Funerary Temple
The best surviving example of a Palmyrene temple tomb is a building commonly referred to as the Funerary Temple. An architectural type that begins to appear after the Roman emperor Hadrian visited the city in 129 CE, these later tomb types demonstrate a renewed connection to the West through a clear appropriation of an exterior form similar to the canonical Greek temple. In contrast, the interiors of Palmyrene temple tombs were more like those of the earlier tower tombs, resembling a mausoleum or ancestral crypt—richly adorned with Palmyra's customary funeral busts or massive sarcophagi topped with large sculptured figures, as seen throughout the Eastern Roman Empire. The placement of this tomb within the city is extraordinary. Instead of being in a necropolis outside the walls, it sits prominently at the western end of the Colonnade Street, signaling that the inhabitants of the tomb were of the highest social status.

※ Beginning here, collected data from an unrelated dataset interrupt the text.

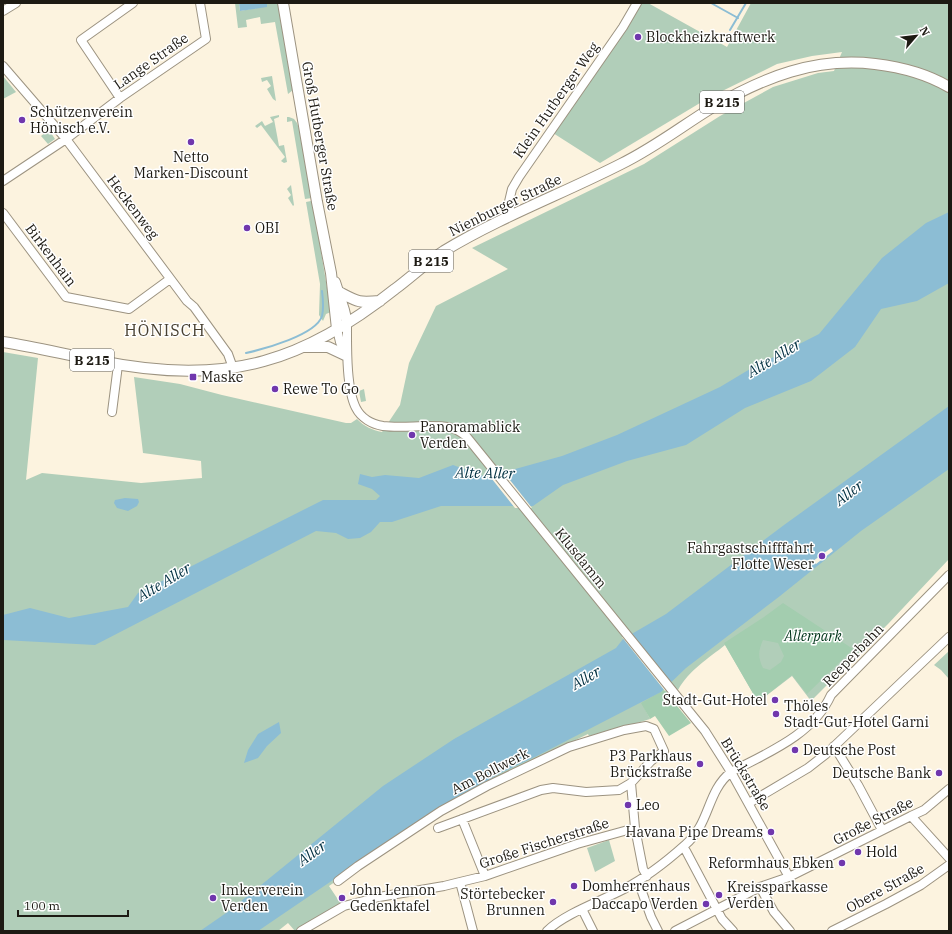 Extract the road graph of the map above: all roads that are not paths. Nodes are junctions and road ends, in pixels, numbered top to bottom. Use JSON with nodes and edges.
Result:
{"nodes":[{"id":1,"x":16,"y":3,"type":"edge"},
{"id":2,"x":133,"y":3,"type":"edge"},
{"id":3,"x":200,"y":3,"type":"edge"},
{"id":4,"x":283,"y":3,"type":"edge"},
{"id":5,"x":637,"y":3,"type":"edge"},
{"id":6,"x":3,"y":11,"type":"edge"},
{"id":7,"x":3,"y":66,"type":"edge"},
{"id":8,"x":949,"y":86,"type":"edge"},
{"id":9,"x":120,"y":98,"type":"junction"},
{"id":10,"x":66,"y":139,"type":"junction"},
{"id":11,"x":3,"y":181,"type":"edge"},
{"id":12,"x":3,"y":214,"type":"edge"},
{"id":13,"x":513,"y":215,"type":"junction"},
{"id":14,"x":331,"y":273,"type":"junction"},
{"id":15,"x":170,"y":279,"type":"junction"},
{"id":16,"x":339,"y":292,"type":"junction"},
{"id":17,"x":380,"y":301,"type":"junction"},
{"id":18,"x":347,"y":323,"type":"junction"},
{"id":19,"x":337,"y":329,"type":"junction"},
{"id":20,"x":3,"y":342,"type":"edge"},
{"id":21,"x":303,"y":347,"type":"junction"},
{"id":22,"x":346,"y":357,"type":"junction"},
{"id":23,"x":118,"y":365,"type":"junction"},
{"id":24,"x":233,"y":368,"type":"junction"},
{"id":25,"x":112,"y":412,"type":"dead end"},
{"id":26,"x":471,"y":442,"type":"joint"},
{"id":27,"x":949,"y":575,"type":"edge"},
{"id":28,"x":949,"y":637,"type":"edge"},
{"id":29,"x":672,"y":691,"type":"joint"},
{"id":30,"x":834,"y":746,"type":"junction"},
{"id":31,"x":731,"y":772,"type":"junction"},
{"id":32,"x":631,"y":783,"type":"junction"},
{"id":33,"x":949,"y":789,"type":"edge"},
{"id":34,"x":749,"y":803,"type":"junction"},
{"id":35,"x":911,"y":816,"type":"junction"},
{"id":36,"x":462,"y":819,"type":"junction"},
{"id":37,"x":438,"y":828,"type":"dead end"},
{"id":38,"x":635,"y":828,"type":"junction"},
{"id":39,"x":882,"y":830,"type":"junction"},
{"id":40,"x":686,"y":851,"type":"dead end"},
{"id":41,"x":949,"y":858,"type":"edge"},
{"id":42,"x":949,"y":865,"type":"edge"},
{"id":43,"x":485,"y":876,"type":"junction"},
{"id":44,"x":647,"y":876,"type":"junction"},
{"id":45,"x":789,"y":877,"type":"junction"},
{"id":46,"x":338,"y":881,"type":"dead end"},
{"id":47,"x":460,"y":882,"type":"junction"},
{"id":48,"x":760,"y":887,"type":"junction"},
{"id":49,"x":641,"y":889,"type":"dead end"},
{"id":50,"x":582,"y":909,"type":"junction"},
{"id":51,"x":717,"y":909,"type":"junction"},
{"id":52,"x":301,"y":931,"type":"edge"},
{"id":53,"x":473,"y":931,"type":"edge"},
{"id":54,"x":546,"y":931,"type":"edge"},
{"id":55,"x":594,"y":931,"type":"edge"},
{"id":56,"x":658,"y":931,"type":"edge"},
{"id":57,"x":675,"y":931,"type":"edge"},
{"id":58,"x":733,"y":931,"type":"edge"},
{"id":59,"x":790,"y":931,"type":"edge"},
{"id":60,"x":832,"y":931,"type":"edge"}],
"edges":[{"from":1,"to":6,"type":"street"},
{"from":2,"to":9,"type":"street"},
{"from":3,"to":9,"type":"street","name":"Lange Straße"},
{"from":4,"to":14,"type":"main road","name":"Groß Hutberger Straße"},
{"from":5,"to":13,"type":"street","name":"Klein Hutberger Weg"},
{"from":7,"to":10,"type":"street","name":"Heckenweg"},
{"from":8,"to":13,"type":"main road","name":"Nienburger Straße","number":"B 215"},
{"from":9,"to":10,"type":"street","name":"Lange Straße"},
{"from":10,"to":11,"type":"street","name":"Lange Straße"},
{"from":10,"to":15,"type":"street","name":"Heckenweg"},
{"from":12,"to":15,"type":"street","name":"Birkenhain"},
{"from":13,"to":17,"type":"main road","name":"Nienburger Straße","number":"B 215"},
{"from":14,"to":16,"type":"main road","name":"Groß Hutberger Straße"},
{"from":14,"to":19,"type":"main road","name":"Groß Hutberger Straße"},
{"from":15,"to":24,"type":"street","name":"Heckenweg"},
{"from":16,"to":17,"type":"main road"},
{"from":16,"to":18,"type":"main road","name":"Groß Hutberger Straße"},
{"from":17,"to":18,"type":"main road","name":"Nienburger Straße","number":"B 215"},
{"from":18,"to":19,"type":"main road","name":"Nienburger Straße","number":"B 215"},
{"from":18,"to":22,"type":"street","name":"Groß Hutberger Straße"},
{"from":19,"to":21,"type":"main road","name":"Nienburger Straße","number":"B 215"},
{"from":19,"to":22,"type":"street","name":"Groß Hutberger Straße"},
{"from":20,"to":23,"type":"main road","name":"Nienburger Straße","number":"B 215"},
{"from":21,"to":22,"type":"main road"},
{"from":21,"to":24,"type":"main road","name":"Nienburger Straße","number":"B 215"},
{"from":22,"to":26,"type":"street","name":"Groß Hutberger Straße"},
{"from":23,"to":24,"type":"main road","name":"Nienburger Straße","number":"B 215"},
{"from":23,"to":25,"type":"street"},
{"from":26,"to":29,"type":"street","name":"Klusdamm"},
{"from":27,"to":31,"type":"street","name":"Reeperbahn"},
{"from":28,"to":30,"type":"street"},
{"from":29,"to":31,"type":"street","name":"Brückstraße"},
{"from":30,"to":34,"type":"street"},
{"from":30,"to":39,"type":"street"},
{"from":31,"to":34,"type":"street","name":"Brückstraße"},
{"from":31,"to":44,"type":"street"},
{"from":32,"to":36,"type":"street"},
{"from":32,"to":38,"type":"street"},
{"from":32,"to":46,"type":"street","name":"Am Bollwerk"},
{"from":33,"to":35,"type":"street","name":"Große Straße"},
{"from":34,"to":45,"type":"street","name":"Brückstraße"},
{"from":35,"to":39,"type":"street","name":"Große Straße"},
{"from":35,"to":41,"type":"street"},
{"from":36,"to":37,"type":"street"},
{"from":36,"to":43,"type":"street"},
{"from":38,"to":43,"type":"street","name":"Große Fischerstraße"},
{"from":38,"to":44,"type":"street"},
{"from":39,"to":45,"type":"street","name":"Große Straße"},
{"from":40,"to":51,"type":"street"},
{"from":42,"to":60,"type":"street","name":"Obere Straße"},
{"from":43,"to":47,"type":"street","name":"Große Fischerstraße"},
{"from":44,"to":50,"type":"street"},
{"from":45,"to":48,"type":"street","name":"Große Straße"},
{"from":47,"to":52,"type":"street","name":"Große Fischerstraße"},
{"from":47,"to":53,"type":"street"},
{"from":48,"to":51,"type":"street","name":"Große Straße"},
{"from":48,"to":59,"type":"street"},
{"from":49,"to":56,"type":"street"},
{"from":50,"to":54,"type":"street"},
{"from":50,"to":55,"type":"street"},
{"from":51,"to":57,"type":"street","name":"Große Straße"},
{"from":51,"to":58,"type":"street"}]}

Cassas's two views of the Funerary Temple accentuate the monumentality of the structure by including figures among the ruins. Holding to orientalist conventions, the artist depicted these local inhabitants with attributes of long pikes and exotic headgear. Vignes's treatment is more sober, capturing in his lens a lone figure nestled against an ornately decorated pillar to indicate scale. To heighten the scene, Cassas emphasizes sculptural elements and architectural fragments scattered across the foreground. Although Vignes's photograph attests to the presence of many large blocks near the Funerary Temple, it appears that Cassas has employed artistic license to embellish the quantity and arrangement of limestone blocks in his etching.